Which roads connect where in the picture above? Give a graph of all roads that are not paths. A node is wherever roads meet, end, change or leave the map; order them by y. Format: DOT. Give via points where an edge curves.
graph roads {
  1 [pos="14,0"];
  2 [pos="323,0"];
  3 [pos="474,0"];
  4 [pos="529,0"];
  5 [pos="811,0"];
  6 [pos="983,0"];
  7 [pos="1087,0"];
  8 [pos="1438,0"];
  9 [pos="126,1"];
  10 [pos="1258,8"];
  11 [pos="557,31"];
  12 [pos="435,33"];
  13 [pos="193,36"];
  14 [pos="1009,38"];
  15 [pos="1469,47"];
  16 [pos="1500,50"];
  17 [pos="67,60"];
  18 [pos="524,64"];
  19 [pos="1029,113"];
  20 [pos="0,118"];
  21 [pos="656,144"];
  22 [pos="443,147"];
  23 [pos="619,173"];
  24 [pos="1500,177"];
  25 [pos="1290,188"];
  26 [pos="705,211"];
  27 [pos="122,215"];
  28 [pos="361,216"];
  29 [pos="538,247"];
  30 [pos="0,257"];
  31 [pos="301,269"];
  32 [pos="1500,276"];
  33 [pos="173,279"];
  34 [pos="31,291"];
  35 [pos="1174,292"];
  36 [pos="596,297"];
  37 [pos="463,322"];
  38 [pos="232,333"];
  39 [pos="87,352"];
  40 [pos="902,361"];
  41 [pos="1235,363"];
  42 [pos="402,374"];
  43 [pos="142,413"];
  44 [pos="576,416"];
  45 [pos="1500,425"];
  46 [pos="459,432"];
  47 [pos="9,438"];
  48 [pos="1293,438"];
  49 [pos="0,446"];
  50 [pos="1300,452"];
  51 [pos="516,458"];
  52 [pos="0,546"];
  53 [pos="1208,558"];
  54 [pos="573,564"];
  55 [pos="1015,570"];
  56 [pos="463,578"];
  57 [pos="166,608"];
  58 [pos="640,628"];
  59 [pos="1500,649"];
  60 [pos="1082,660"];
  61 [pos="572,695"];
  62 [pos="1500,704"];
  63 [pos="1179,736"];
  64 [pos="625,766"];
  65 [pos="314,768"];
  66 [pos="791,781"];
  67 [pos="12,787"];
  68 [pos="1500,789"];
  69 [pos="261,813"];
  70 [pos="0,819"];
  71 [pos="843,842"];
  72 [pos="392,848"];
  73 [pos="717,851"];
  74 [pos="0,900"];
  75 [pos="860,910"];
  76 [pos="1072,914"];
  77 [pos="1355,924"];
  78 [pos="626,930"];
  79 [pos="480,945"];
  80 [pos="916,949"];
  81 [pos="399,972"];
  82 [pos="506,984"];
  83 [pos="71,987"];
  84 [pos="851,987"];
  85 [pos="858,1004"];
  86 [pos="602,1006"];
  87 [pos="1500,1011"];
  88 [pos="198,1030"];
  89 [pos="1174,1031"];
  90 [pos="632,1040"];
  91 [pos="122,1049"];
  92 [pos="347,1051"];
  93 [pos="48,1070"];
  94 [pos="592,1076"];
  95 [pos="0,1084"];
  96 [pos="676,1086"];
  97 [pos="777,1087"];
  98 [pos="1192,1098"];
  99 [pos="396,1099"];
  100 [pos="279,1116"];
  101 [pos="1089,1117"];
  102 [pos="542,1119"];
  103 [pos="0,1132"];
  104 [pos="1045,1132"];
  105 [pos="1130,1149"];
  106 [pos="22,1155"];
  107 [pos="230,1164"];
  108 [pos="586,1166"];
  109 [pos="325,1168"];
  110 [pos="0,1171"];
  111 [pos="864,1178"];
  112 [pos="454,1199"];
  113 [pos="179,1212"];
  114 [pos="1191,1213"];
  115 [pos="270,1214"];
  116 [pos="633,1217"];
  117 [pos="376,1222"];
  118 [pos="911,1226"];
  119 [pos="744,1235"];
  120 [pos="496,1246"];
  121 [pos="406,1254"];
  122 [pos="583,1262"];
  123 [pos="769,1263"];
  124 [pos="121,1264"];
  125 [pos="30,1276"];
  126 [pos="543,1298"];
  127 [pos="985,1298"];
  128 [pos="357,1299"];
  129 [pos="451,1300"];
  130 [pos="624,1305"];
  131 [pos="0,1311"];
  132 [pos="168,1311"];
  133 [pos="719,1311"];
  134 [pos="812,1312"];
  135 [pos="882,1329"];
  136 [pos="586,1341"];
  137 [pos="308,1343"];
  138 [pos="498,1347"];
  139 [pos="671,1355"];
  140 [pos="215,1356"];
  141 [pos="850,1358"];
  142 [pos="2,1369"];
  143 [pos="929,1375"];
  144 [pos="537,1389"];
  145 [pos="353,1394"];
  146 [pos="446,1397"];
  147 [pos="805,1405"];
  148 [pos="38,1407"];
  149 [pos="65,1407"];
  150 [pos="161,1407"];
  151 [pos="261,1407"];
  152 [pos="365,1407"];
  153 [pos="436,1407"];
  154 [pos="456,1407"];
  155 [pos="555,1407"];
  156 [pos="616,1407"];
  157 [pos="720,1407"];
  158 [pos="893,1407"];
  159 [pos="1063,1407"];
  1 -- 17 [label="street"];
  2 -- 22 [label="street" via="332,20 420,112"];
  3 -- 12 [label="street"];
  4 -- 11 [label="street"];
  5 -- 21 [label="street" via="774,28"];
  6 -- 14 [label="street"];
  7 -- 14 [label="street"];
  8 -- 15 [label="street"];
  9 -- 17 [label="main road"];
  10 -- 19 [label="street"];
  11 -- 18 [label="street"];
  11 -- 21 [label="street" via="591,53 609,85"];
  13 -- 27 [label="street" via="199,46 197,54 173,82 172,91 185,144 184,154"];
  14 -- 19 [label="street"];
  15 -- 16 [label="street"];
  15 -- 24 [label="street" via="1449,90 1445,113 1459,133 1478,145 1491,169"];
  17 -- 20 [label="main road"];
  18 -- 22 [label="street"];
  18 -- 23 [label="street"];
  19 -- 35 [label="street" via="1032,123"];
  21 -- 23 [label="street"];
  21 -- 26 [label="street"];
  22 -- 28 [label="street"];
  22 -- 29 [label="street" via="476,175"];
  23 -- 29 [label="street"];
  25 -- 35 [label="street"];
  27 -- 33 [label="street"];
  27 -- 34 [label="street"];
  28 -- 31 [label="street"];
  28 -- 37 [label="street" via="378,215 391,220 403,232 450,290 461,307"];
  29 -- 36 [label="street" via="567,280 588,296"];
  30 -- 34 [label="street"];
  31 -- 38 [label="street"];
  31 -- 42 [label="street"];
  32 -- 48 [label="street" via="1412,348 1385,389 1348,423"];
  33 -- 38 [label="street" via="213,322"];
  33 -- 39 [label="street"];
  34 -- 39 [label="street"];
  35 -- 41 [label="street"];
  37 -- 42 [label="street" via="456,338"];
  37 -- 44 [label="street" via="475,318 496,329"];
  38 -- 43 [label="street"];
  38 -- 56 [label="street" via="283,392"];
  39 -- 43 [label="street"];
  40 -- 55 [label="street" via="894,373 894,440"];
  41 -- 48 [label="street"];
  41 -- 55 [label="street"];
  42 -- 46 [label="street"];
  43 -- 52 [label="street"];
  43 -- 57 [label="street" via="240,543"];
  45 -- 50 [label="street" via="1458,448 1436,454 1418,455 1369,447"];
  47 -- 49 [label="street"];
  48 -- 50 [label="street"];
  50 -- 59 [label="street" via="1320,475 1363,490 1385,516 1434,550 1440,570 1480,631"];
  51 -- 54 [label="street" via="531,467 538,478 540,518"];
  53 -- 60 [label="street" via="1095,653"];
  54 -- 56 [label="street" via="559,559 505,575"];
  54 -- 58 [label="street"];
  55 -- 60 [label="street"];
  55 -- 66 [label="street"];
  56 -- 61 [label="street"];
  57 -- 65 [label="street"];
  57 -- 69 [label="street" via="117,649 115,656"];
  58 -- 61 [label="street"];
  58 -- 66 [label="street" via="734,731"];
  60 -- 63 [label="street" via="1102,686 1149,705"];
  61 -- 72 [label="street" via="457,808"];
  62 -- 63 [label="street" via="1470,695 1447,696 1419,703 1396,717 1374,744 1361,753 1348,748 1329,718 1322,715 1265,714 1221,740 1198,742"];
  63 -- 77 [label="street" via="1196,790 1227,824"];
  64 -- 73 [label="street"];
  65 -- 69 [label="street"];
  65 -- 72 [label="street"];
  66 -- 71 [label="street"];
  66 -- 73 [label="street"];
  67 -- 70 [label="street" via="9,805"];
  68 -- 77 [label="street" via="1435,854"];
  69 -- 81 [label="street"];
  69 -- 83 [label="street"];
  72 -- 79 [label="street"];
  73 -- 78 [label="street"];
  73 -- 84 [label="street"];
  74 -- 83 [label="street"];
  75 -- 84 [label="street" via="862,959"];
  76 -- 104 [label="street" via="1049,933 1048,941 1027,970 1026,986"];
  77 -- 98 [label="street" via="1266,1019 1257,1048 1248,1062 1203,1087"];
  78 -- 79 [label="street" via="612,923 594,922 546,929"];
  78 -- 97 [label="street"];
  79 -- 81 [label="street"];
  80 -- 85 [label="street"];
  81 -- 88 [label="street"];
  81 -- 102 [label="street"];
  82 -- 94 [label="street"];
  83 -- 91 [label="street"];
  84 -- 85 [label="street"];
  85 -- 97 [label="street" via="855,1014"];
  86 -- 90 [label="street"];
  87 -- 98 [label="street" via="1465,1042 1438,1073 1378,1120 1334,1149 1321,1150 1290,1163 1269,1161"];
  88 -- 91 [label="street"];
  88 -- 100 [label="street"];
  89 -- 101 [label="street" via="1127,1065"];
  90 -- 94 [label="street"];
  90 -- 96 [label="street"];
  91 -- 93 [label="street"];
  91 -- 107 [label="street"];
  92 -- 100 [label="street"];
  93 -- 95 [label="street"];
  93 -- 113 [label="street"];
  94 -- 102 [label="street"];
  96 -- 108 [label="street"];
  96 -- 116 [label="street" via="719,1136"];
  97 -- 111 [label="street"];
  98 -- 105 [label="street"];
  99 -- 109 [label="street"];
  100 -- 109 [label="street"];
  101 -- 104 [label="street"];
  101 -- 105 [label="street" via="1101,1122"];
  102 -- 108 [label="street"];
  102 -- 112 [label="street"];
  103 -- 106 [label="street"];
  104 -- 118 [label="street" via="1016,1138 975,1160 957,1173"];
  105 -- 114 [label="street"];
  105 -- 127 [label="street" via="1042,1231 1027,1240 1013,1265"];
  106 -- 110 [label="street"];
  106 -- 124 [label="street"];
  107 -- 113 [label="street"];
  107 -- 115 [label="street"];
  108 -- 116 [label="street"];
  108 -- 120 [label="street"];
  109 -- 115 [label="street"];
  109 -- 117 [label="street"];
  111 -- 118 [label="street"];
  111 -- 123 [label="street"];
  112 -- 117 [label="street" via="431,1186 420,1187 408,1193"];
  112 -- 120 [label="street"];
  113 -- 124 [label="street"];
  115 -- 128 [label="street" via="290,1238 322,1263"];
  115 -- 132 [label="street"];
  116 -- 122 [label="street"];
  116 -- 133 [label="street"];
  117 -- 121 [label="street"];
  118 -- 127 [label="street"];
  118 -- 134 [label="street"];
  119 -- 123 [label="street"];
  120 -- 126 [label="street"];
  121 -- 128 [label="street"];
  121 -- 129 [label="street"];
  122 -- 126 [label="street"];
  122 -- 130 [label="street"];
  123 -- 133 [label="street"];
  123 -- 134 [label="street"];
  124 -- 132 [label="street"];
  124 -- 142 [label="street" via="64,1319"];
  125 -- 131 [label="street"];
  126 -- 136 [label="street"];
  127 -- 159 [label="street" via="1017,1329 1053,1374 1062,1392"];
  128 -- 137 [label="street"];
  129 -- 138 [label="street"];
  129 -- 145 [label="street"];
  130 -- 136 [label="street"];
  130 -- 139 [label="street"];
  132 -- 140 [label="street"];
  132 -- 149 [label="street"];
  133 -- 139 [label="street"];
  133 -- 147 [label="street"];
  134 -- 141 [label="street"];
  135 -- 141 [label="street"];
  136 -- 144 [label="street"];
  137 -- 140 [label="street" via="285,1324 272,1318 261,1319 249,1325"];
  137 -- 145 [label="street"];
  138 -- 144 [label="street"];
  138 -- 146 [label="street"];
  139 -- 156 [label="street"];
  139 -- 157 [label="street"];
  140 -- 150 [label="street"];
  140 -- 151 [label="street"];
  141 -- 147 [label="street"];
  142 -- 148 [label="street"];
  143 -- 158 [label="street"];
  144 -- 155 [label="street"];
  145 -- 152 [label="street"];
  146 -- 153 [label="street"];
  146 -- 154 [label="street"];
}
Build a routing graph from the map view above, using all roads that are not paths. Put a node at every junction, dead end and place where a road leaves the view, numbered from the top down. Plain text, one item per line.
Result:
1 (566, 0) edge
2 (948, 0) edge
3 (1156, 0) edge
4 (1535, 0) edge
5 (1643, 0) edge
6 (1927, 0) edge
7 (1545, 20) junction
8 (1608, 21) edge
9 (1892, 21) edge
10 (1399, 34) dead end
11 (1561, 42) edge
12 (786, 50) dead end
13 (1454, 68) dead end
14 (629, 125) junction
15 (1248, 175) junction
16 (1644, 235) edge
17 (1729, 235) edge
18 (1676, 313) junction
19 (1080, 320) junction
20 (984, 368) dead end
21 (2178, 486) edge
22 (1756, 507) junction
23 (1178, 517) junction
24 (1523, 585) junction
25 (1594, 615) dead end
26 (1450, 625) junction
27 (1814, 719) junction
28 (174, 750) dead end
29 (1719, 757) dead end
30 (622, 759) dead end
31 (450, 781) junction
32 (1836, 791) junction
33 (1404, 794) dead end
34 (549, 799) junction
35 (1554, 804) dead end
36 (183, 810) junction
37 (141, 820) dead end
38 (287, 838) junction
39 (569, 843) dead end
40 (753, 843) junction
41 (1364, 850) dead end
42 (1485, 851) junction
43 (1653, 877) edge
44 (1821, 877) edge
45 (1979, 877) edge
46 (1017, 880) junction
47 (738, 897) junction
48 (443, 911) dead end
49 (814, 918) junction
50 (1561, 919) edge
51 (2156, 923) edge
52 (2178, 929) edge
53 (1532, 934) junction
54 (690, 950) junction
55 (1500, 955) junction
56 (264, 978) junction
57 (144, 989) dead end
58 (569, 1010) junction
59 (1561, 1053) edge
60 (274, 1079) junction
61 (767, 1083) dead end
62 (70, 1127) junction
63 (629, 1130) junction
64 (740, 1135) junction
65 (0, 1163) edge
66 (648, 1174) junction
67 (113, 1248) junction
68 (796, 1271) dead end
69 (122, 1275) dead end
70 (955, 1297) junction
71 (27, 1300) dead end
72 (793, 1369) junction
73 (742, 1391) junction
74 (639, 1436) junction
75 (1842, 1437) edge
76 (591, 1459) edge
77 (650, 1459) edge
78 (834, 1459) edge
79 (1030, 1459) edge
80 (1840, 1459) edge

◆ **Your objective**
Find each line holding the string "main" in the listing above, then copy it.

◆ **Solution to the problem**
  9 -- 17 [label="main road"];
  17 -- 20 [label="main road"];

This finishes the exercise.